Susan participated in the IAP program between state agencies and the National Institute of Corrections by offering her services in Washington where she could make a larger impact on corrections nationally. It was during this assignment that she became intimately involved in ASCA where she found ways to offer meaningful assistance to correctional agencies. Among her ASCA achievements was her thoughtful contributions to ASCA's goals for staff development. Susan played an integral role in the planning and development of ASCA’s training programs.
She was a seasoned administrator, a mentor to many corrections professionals and an advocate for change. She developed NIC's culture initiative that still lives in ongoing culture assessments for troubled institutions followed by mentoring those institutions in their efforts to lead and sustain change. She also focused on women prisoners' issues and fought hard to educate corrections about the gender differences that command different and more appropriate methods of correction to be applied to females.

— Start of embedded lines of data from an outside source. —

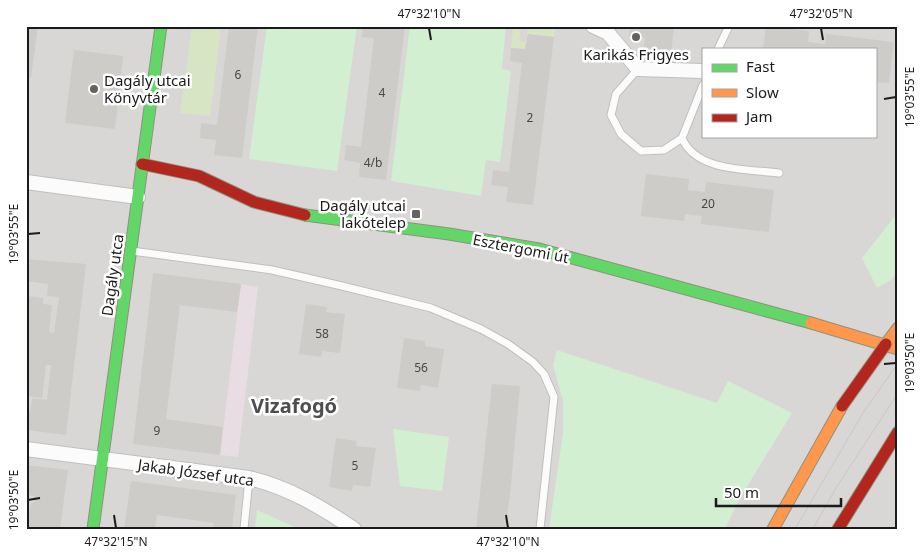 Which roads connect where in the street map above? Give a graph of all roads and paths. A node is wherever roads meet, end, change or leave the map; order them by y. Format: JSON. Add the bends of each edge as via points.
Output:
{"nodes":[{"id":1,"x":161,"y":26,"type":"edge"},
{"id":2,"x":593,"y":26,"type":"edge"},
{"id":3,"x":729,"y":26,"type":"edge"},
{"id":4,"x":718,"y":48,"type":"edge"},
{"id":5,"x":638,"y":69,"type":"junction"},
{"id":6,"x":702,"y":71,"type":"edge"},
{"id":7,"x":702,"y":88,"type":"edge"},
{"id":8,"x":682,"y":138,"type":"junction"},
{"id":9,"x":142,"y":164,"type":"junction"},
{"id":10,"x":779,"y":173,"type":"dead end"},
{"id":11,"x":26,"y":182,"type":"edge"},
{"id":12,"x":138,"y":198,"type":"junction"},
{"id":13,"x":130,"y":251,"type":"junction"},
{"id":14,"x":898,"y":328,"type":"edge"},
{"id":15,"x":898,"y":350,"type":"edge"},
{"id":16,"x":898,"y":432,"type":"edge"},
{"id":17,"x":26,"y":449,"type":"edge"},
{"id":18,"x":102,"y":458,"type":"junction"},
{"id":19,"x":249,"y":478,"type":"junction"},
{"id":20,"x":93,"y":529,"type":"edge"},
{"id":21,"x":244,"y":529,"type":"edge"},
{"id":22,"x":354,"y":529,"type":"edge"},
{"id":23,"x":540,"y":529,"type":"edge"},
{"id":24,"x":773,"y":529,"type":"edge"},
{"id":25,"x":838,"y":529,"type":"edge"}],
"edges":[{"from":1,"to":9,"type":"street","name":"Dagály utca"},
{"from":2,"to":5,"type":"street","via":[[608,32]]},
{"from":3,"to":4,"type":"lane"},
{"from":5,"to":6,"type":"street"},
{"from":5,"to":8,"type":"lane","via":[[616,94],[611,115],[621,134],[641,151],[664,150]]},
{"from":7,"to":8,"type":"lane"},
{"from":8,"to":10,"type":"lane","via":[[686,149],[698,158],[720,166]]},
{"from":9,"to":12,"type":"street","name":"Dagály utca"},
{"from":9,"to":15,"type":"street","name":"Esztergomi út","via":[[199,176],[254,202],[295,214],[421,230],[539,250],[766,310]]},
{"from":11,"to":12,"type":"street"},
{"from":12,"to":13,"type":"street","name":"Dagály utca"},
{"from":13,"to":18,"type":"street","name":"Dagály utca"},
{"from":13,"to":23,"type":"lane","via":[[272,270],[431,308],[508,344],[544,374],[554,397]]},
{"from":14,"to":24,"type":"street","bridge":true,"via":[[842,406]]},
{"from":16,"to":25,"type":"street"},
{"from":17,"to":18,"type":"street","name":"Jakab József utca"},
{"from":18,"to":19,"type":"street","name":"Jakab József utca"},
{"from":18,"to":20,"type":"street","name":"Dagály utca"},
{"from":19,"to":21,"type":"lane"},
{"from":19,"to":22,"type":"street","name":"Jakab József utca","via":[[292,492]]}]}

When she died of breast cancer in 2004, ASCA’s Past Presidents’ Committee, had been working toward a scholarship program for children of correctional staff. In the wake of her death, ASCA grieved the loss of Susan, and the Committee made a logical decision to name the scholarship program after Susan, who had embodied the ideals of an educated and enlightened correctional workforce. Her life’s work continues in our memory of what she held dear, which is now expressed in our profession with contributions to deserving students whose parents labor in our Association's chosen field.
In January of 2012 Susan's husband Gary said that Susan's friends and colleagues may like to know that their daughter Amanda, now 19, is a sophomore at High Point University in North Carolina and exhibits Susan's physical and leadership characteristics.